WHAT YOU SHOULD DO >>
Your answer should be a single number: the count of lines in the records below containing the word "Bell".

MATERIALS PROVIDED >>
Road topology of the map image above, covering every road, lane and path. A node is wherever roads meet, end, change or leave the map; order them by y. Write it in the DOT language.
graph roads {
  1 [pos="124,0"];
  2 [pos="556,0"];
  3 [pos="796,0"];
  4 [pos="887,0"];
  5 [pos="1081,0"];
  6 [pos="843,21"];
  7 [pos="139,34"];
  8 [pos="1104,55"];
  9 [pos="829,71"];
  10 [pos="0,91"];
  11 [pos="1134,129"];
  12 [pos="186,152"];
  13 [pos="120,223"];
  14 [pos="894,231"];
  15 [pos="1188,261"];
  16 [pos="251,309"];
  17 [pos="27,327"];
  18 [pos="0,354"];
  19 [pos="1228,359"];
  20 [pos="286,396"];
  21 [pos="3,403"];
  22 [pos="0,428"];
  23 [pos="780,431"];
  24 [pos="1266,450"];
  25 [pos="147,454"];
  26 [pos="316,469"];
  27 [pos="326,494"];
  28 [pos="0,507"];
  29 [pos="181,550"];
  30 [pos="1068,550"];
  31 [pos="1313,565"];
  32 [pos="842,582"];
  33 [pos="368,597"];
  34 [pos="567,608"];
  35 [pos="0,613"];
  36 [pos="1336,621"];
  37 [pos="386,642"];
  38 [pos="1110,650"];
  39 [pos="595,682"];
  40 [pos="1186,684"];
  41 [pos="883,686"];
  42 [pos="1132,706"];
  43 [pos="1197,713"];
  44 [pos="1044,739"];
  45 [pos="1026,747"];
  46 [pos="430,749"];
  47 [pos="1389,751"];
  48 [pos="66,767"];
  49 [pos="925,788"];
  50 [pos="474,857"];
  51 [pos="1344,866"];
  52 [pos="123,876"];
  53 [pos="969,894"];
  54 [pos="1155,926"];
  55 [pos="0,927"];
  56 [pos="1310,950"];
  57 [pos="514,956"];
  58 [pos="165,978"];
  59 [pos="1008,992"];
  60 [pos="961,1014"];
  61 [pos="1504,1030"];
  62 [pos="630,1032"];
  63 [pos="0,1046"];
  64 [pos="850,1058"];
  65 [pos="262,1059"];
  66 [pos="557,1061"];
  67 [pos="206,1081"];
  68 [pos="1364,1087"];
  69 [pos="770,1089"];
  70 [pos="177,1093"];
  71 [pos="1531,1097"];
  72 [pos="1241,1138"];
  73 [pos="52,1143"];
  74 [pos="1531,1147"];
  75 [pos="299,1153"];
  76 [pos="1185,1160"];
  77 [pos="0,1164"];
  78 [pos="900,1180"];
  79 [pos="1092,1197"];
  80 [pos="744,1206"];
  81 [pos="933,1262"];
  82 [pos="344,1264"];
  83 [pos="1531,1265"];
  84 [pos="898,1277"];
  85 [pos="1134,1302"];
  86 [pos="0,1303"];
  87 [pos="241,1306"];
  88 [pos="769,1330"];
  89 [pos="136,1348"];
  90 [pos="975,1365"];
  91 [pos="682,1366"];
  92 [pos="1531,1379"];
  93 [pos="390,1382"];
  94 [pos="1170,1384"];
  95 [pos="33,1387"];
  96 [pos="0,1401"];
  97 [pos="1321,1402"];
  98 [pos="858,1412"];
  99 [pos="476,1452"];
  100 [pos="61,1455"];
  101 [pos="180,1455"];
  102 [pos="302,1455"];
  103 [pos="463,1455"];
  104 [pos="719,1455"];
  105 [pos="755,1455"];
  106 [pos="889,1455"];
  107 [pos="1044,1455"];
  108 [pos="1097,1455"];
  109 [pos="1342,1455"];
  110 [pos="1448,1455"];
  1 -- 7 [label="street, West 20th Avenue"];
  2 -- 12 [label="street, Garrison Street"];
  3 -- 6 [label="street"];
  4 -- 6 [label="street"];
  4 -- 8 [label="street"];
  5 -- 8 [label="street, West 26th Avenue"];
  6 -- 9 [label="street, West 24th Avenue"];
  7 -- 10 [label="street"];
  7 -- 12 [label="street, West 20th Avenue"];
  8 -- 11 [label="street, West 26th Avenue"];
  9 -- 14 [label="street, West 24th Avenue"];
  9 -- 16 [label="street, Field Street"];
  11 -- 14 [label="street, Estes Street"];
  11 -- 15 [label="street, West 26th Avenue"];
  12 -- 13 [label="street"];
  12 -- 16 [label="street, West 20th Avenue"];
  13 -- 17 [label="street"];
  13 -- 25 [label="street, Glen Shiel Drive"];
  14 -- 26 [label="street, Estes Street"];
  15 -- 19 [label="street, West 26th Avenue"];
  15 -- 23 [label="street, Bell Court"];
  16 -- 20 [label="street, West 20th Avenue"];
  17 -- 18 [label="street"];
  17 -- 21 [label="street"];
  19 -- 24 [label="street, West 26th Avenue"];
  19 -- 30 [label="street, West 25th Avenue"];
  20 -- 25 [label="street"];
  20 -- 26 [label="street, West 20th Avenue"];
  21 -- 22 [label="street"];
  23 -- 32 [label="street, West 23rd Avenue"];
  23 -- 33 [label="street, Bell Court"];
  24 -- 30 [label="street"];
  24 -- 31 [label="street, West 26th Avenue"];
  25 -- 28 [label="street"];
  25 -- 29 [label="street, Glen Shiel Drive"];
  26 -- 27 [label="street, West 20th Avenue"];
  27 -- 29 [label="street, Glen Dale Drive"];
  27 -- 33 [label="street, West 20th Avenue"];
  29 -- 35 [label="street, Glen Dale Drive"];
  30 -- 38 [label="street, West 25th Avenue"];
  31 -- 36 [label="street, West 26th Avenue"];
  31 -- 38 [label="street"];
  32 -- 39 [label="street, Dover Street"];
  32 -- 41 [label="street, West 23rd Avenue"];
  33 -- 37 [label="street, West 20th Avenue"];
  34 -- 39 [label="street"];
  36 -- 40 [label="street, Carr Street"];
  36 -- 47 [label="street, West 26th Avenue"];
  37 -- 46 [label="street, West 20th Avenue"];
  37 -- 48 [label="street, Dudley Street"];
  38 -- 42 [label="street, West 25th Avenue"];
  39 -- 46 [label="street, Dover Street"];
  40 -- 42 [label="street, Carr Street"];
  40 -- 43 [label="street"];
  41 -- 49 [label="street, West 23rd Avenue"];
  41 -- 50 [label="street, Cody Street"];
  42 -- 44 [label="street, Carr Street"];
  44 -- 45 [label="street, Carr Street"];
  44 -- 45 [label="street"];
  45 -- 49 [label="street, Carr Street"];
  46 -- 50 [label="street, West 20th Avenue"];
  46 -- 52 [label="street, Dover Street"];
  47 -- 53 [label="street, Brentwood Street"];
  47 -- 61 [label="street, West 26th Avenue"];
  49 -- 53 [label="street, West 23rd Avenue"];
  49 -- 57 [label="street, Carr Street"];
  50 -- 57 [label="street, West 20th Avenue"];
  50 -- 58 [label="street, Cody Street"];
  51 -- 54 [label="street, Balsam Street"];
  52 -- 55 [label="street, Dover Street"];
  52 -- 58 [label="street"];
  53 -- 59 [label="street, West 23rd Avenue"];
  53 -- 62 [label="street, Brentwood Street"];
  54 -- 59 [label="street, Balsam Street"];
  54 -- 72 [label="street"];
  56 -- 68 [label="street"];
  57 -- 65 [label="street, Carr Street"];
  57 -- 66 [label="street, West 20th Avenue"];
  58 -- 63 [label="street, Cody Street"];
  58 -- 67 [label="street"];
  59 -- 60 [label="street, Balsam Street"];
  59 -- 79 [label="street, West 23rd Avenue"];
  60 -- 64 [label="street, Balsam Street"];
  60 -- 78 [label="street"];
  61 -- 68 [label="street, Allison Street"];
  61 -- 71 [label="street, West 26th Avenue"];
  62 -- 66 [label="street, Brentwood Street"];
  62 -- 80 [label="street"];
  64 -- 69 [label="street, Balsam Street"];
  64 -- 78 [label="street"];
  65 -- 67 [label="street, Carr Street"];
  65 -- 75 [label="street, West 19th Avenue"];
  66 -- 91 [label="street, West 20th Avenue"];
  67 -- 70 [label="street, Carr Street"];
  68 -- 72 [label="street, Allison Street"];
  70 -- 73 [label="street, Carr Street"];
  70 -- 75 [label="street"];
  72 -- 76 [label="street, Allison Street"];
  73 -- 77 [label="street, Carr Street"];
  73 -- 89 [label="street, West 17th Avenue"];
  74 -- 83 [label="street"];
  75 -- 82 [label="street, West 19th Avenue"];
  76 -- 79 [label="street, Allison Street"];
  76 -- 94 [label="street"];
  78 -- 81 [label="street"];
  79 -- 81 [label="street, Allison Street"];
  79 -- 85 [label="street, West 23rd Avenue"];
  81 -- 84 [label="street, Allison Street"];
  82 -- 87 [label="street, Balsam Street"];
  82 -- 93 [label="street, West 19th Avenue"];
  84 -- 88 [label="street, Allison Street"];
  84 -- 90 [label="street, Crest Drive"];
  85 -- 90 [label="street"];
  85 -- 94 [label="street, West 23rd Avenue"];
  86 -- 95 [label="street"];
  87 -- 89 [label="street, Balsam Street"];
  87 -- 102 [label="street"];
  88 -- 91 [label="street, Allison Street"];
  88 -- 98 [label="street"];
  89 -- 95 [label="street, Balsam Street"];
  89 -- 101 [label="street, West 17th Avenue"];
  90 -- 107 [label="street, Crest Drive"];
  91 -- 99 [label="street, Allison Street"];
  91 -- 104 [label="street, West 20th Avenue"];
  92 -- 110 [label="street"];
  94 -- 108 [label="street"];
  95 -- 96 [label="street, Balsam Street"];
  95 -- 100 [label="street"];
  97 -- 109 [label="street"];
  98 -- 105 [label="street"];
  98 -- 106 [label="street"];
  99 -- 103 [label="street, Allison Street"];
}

WRITTEN ANSWER >>
2